I do not mean to say that there are two different human natures, but all humanity is made the same, sometimes belonging to God and sometimes to the devil. If anyone is truly spiritual they are a person of God; but if they are irreligious and not spiritual then they are a person of the devil, made such NOT by nature, but by their own choice. (The Epistle of Ignatius to the Magnesians chap 5, + Pg.61 vol. 1)
There is set before us life upon our observance [of God’s precepts], but death as the result of disobedience, and every one, according to the choice he makes, shall go to his own place, let us flee from death, and make choice of life. (The Epistle of Ignatius to the Magnesians chap 5)
Irenaeus of Lyon 120-202 AD. The Apostle John had a disciple named Polycarp, who had a disciple named Irenaeus.
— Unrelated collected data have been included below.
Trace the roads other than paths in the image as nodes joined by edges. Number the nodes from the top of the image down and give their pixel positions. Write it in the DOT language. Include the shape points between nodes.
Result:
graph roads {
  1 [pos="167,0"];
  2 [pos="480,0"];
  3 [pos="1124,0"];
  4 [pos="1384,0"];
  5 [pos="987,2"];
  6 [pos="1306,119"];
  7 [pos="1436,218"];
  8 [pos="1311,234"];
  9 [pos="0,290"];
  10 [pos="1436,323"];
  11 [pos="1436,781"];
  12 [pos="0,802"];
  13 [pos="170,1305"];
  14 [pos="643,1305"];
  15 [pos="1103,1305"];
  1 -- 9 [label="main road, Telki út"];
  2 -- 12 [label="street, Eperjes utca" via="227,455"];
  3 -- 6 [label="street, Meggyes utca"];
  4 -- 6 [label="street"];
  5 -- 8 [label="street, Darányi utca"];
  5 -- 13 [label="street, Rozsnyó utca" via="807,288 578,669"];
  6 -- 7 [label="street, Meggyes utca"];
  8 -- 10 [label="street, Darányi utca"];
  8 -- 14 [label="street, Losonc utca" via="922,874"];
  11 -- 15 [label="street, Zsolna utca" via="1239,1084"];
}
Those who do not do it [good] will receive the just judgment of God, because they had not worked good when they had it in their power to do so. But if some had been made by nature bad, and others good, these latter would not be deserving of praise for being good, for they were created that way, nor would the former be reprehensible, for that is how they were made. However, all men are of the same nature. They are all able to hold fast and to go what is good. On the other hand, they have the power to cast good from them and not to do it. (Against Heresies (Book IV, Chapter 37)
Justin Martyr, 110-165 AD
But neither do we affirm that it is by fate that men do what they do, or suffer what they suffer, but that each man by free choice acts rightly or sins; and that it is by the influence of the wicked demons that earnest men, such as Socrates and the like, suffer persecution and are in bonds, while Sardanapalus, Epicurus, and the like, seem to be blessed in abundance and glory. The Stoics, not observing this, maintained that all things take place according to the necessity of fate. But since God in the beginning made the race of angels and men with free-will, they will justly suffer in eternal fire the punishment of whatever sins they have committed. And this is the nature of all that is made, to be capable of vice and virtue. For neither would any of them be praiseworthy unless there were power to turn to both [virtue and vice]. And this also is shown by those men everywhere who have made laws and philosophized according to right reason, by their prescribing to do some things and refrain from others. Even the Stoic philosophers, in their doctrine of morals, steadily honour the same things, so that it is evident that they are not very felicitous in what they say about principles and incorporeal things. For if they say that human actions come to pass by fate, they will maintain either that God is nothing else than the things which are ever turning, and altering, and dissolving into the same things, and will appear to have had a comprehension only of things that are destructible, and to have looked on God Himself as emerging both in part and in whole in every wickedness; or that neither vice nor virtue is anything; which is contrary to every sound idea, reason, and sense.” /Apology 2 Ch.7 2 (+ The Anti-Nicene Fathers, Vol. I, p.354)
Clement 2nd, 80-140 AD.
Thus although we are born neither good nor bad, we become on or the other and having formed habits, we are with difficulty drawn from them. Pg 273 vol.8
He who is good by his own choice is really good; but he who is made good by another under necessity is not really good, because he is not what he is by his own choice…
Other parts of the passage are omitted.